- _Your assignment_: Go through the data and report each line that holds the string "dead".

[Records from a dataset]
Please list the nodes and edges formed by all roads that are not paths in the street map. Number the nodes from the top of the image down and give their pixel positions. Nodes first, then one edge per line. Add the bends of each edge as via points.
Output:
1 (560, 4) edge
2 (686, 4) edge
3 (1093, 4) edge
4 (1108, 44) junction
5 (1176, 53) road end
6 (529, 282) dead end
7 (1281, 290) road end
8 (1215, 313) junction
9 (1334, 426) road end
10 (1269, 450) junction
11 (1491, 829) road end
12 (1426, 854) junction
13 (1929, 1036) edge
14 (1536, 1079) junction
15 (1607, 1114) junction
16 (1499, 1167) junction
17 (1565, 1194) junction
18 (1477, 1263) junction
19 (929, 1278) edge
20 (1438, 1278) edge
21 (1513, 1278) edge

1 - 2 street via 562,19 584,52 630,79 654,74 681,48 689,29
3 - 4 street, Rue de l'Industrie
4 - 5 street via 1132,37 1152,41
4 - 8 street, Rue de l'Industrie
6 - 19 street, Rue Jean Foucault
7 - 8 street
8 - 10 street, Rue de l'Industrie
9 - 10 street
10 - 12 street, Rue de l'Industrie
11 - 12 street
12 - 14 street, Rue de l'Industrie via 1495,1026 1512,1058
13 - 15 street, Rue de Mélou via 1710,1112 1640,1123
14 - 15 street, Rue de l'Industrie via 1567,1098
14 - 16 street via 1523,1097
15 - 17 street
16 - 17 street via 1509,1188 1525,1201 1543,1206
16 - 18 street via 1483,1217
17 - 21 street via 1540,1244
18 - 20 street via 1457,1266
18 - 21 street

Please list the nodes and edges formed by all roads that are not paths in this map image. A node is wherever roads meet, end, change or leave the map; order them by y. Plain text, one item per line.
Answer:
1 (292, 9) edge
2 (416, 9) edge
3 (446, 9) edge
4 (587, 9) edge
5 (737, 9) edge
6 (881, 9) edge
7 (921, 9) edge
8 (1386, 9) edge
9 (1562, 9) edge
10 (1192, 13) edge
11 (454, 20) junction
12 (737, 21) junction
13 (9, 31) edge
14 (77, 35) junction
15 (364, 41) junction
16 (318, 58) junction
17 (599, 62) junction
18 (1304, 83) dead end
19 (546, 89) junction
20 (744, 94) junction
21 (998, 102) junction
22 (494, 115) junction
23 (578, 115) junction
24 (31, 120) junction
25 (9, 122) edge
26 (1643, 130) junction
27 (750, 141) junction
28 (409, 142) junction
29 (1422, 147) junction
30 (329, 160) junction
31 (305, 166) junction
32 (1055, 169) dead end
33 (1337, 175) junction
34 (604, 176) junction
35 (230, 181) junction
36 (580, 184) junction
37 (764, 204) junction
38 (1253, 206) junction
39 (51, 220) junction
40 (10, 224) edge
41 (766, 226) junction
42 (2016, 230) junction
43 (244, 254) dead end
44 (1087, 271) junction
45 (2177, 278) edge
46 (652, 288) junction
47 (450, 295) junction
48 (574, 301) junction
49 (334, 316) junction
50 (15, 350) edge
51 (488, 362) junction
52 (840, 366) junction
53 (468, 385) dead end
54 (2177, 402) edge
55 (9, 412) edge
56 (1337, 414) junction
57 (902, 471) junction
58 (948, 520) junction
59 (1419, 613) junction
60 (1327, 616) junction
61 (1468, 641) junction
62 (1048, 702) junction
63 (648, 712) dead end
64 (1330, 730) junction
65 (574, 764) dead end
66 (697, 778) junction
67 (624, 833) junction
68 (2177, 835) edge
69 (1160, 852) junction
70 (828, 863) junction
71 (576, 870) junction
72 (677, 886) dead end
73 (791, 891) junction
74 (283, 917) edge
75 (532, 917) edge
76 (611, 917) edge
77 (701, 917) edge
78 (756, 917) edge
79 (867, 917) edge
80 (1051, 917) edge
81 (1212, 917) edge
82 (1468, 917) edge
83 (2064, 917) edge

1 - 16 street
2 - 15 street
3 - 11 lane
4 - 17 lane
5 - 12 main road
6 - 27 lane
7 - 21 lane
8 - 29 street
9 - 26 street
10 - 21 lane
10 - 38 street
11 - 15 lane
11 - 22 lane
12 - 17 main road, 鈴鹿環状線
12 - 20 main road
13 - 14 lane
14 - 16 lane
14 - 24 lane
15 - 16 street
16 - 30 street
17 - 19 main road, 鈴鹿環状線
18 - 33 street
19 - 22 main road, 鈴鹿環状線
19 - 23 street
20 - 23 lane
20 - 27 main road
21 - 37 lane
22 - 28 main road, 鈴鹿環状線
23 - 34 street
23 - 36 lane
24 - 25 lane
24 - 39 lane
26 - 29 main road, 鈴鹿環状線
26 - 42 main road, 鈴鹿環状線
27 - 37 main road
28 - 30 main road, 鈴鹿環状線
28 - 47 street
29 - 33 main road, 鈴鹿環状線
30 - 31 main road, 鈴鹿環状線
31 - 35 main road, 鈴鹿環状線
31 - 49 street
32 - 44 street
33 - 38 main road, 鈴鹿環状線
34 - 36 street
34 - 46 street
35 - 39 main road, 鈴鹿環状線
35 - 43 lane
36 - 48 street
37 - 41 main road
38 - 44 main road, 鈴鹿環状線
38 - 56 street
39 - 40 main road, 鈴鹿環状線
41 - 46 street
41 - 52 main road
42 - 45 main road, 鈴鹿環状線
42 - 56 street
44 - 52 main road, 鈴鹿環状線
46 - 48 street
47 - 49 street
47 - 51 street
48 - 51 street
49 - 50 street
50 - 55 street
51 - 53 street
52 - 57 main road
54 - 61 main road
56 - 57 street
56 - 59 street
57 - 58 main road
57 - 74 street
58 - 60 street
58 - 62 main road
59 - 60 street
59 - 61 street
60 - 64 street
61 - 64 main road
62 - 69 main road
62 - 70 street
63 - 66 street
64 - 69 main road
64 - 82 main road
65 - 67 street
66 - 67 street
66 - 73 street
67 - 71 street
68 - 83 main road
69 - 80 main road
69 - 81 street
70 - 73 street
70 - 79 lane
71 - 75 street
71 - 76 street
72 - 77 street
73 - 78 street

- _Response for this exercise_:
6 (529, 282) dead end
18 (1304, 83) dead end
32 (1055, 169) dead end
43 (244, 254) dead end
53 (468, 385) dead end
63 (648, 712) dead end
65 (574, 764) dead end
72 (677, 886) dead end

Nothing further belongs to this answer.